GG: There are a lot of shoe and foot items: Divine’s baby shoes, Edie’s heels from Pink Flamingos, the foot-stomper paintings from Polyester and Patty Hearst’s white shoes from Serial Mom

 

JW: Shoes are such a ridiculous waste of a budget — you never see them in movies. That’s why I always have foot fetishists in my movies, to get my money’s worth. I don’t like to waste budget! Shoes are definitely important in my movies.

 

GG: There’s a fair amount of crazy fan art in the exhibit, too, like a pipe-cleaner Queen Carlotta and a little doll of you holding an Oscar.

 

JW: I love the really bad naive ones the best, the unflattering ones, because they’re the most touching in a way. I have a studio full of them. It’s very flattering that fans do that for me, except when I’m on tour and someone hands me a 30-foot framed canvas. How the hell am I going to get this home?

 

GG: You have this museum show, and the next day you’re getting a star on the Hollywood Walk of Fame. Where exactly is your star?

 

JW: I don’t know, and you don’t get to pick. I said I hope it’s either in front of the old Frederick’s of Hollywood or in front of the Larry Edmunds Bookshop, which, on my first trip to L.A., I got a jaywalking ticket crossing the street to go to! I hope I’m near Alvin and the Chipmunks, and that there’s room for Divine to get one near me, too. I don’t mind if it’s in the most obscure place, as long as it’s not next to Trump’s because they are always destroying it.

 

GG: People do crazy things on their favorite star’s star, like snort lines. What do you hope they do on yours?

 

JW: What could people leave me on my star? No turds, please.
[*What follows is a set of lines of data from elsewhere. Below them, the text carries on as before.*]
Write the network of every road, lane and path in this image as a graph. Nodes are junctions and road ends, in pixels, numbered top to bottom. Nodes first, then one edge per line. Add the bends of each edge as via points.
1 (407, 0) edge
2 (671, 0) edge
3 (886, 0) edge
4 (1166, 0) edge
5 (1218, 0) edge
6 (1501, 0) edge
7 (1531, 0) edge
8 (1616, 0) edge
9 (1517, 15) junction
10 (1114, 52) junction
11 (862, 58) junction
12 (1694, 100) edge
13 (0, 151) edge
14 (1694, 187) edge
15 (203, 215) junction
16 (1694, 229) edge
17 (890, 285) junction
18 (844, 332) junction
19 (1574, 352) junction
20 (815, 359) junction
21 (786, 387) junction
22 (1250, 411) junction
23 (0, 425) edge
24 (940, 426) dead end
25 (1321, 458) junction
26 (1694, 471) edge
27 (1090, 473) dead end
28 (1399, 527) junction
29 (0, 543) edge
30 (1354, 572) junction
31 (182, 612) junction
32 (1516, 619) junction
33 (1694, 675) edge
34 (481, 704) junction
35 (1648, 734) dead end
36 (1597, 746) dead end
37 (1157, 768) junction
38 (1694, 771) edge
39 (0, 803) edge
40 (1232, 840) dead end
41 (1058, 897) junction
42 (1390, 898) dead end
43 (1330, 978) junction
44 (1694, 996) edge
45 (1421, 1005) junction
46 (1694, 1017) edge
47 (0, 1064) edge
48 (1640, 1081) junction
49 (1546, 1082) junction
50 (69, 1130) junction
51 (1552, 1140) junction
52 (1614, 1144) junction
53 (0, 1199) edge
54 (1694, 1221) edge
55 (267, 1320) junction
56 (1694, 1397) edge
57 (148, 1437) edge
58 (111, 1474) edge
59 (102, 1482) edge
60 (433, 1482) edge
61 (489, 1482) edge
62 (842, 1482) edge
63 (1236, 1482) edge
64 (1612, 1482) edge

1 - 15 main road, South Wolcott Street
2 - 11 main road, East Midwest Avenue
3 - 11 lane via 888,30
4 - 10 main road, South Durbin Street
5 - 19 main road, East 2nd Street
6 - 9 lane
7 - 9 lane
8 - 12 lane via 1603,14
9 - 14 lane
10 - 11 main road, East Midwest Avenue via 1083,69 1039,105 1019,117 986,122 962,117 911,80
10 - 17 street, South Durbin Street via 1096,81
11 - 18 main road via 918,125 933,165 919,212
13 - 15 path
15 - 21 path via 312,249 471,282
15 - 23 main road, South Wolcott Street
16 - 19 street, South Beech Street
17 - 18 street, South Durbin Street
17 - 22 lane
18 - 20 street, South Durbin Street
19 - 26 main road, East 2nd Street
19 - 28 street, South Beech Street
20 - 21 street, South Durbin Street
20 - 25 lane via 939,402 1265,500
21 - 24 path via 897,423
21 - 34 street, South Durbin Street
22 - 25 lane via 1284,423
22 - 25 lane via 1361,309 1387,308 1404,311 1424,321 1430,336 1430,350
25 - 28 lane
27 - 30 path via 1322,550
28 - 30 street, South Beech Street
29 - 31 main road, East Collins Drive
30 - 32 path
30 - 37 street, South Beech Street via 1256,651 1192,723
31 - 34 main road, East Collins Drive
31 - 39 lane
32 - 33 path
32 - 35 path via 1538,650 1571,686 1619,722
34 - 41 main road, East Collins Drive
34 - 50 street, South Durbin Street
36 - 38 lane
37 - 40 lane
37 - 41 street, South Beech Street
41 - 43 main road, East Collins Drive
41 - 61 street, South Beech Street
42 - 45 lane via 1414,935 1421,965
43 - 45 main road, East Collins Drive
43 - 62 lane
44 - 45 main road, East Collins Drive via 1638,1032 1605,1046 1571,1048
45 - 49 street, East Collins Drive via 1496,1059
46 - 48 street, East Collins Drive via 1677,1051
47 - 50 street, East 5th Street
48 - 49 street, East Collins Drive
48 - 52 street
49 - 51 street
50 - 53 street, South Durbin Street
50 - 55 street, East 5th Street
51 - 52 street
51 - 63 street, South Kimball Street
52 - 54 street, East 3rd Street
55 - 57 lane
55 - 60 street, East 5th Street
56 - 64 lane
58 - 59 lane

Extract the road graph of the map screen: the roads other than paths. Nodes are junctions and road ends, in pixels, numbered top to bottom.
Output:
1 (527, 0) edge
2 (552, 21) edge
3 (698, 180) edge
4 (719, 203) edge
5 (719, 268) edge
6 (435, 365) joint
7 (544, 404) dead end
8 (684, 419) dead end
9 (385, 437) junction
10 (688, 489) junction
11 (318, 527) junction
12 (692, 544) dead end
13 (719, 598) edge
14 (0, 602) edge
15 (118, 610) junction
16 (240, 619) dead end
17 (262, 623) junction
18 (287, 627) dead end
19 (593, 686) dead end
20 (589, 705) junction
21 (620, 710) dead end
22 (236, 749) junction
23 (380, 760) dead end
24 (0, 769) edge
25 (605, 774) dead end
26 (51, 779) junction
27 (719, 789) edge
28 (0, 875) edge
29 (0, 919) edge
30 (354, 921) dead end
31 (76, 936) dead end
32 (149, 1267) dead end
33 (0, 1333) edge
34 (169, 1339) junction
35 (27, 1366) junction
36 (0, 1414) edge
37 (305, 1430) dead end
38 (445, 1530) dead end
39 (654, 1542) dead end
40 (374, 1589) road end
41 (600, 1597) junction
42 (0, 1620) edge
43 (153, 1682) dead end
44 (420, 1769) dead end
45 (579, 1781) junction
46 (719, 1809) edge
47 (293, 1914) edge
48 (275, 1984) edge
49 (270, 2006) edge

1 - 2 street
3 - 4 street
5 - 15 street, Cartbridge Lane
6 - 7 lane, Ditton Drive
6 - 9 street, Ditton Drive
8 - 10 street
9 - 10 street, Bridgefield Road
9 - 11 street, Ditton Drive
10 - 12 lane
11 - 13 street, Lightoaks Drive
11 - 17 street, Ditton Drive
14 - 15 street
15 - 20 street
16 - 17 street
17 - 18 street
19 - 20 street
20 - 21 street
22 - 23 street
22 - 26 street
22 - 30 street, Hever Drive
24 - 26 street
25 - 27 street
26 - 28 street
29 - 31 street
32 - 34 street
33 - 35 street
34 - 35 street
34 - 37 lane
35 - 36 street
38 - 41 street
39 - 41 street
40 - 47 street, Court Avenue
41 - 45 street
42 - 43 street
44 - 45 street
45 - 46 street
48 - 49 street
Been there, done that.

 

GG: What do you feel your biggest influence has been?

 

JW: My biggest influence in the beginning was Walt Disney because of his colorful villains like Captain Hook. Then I found Ingmar Bergman, whom I loved because he had vomit and suicide and despair in his movies. They were shown in Baltimore as sex movies because they had bare breasts in them. Summer With Monika was edited, all the dialogue removed and [the title changed to] The Sins of Monika. And certainly Warhol and the underground scene in New York. And Fellini was a huge influence.

 

GG: You are sort of the American Fellini…

 

JW: I would never say that. The meanest review I ever got was, “Waters may think he was Russ Meyer, but he’s really [Mommie Dearest director] Frank Perry.” I don’t dislike Perry; he made some great movies. If they had called me David Lean, I would have been very insulted.

 

GG: Are you an Academy member?

 

JW: Of course! I vote for everything, even the Razzies.

 

GG: Which of your films do you think are Academy Award-worthy? Any of them?

 

JW: I think Kathleen Turner in Serial Mom deserved an Oscar. I badgered the studio to launch a campaign for her, but they refused. If you lose, all that money from the Oscar campaign comes out of your profits. But it’s worth it. It’s very exciting.

 

GG: You were a pioneer of independent filmmaking. What do you make of the current state of indie film?

 

JW: Well, it’s weird because young people don’t want to see art movies anymore — they want to go to the mall and see a comic book movie and then have a riot afterward. They don’t like feel-bad French movies with full-frontal nudity — that’s my favorite genre.

 

GG: The museum draws tourists and school-trip kiddies. What do you want the uninitiated, who may only know Hairspray, to come away with?

 

JW: I hope kids realize they aren’t weird and that dreams really do come true. That’s what movies can do, take you into another world. That’s why I called my original studio Dreamland — it was a bedroom in my parents’ house where I made my first movie. In a way, I do find show business holy: It’s a miracle, and it’s all about believing.

 

GG: You aren’t done yet believing, with plans underway to film your debut novel, Liarmouth. When you finally get your Oscar, who would you thank first?

 

JW: My parents! When I get the Walk of Fame star, I’m bringing a photo of my parents because they allowed and encouraged me even though they were horrified by the movies I made. That’s a really loving parent. I’ve had a lot of fans come up to me and tell me their parents showed them my movies, which is the opposite of what used to happen. Parents used to call the police on me. Times have changed.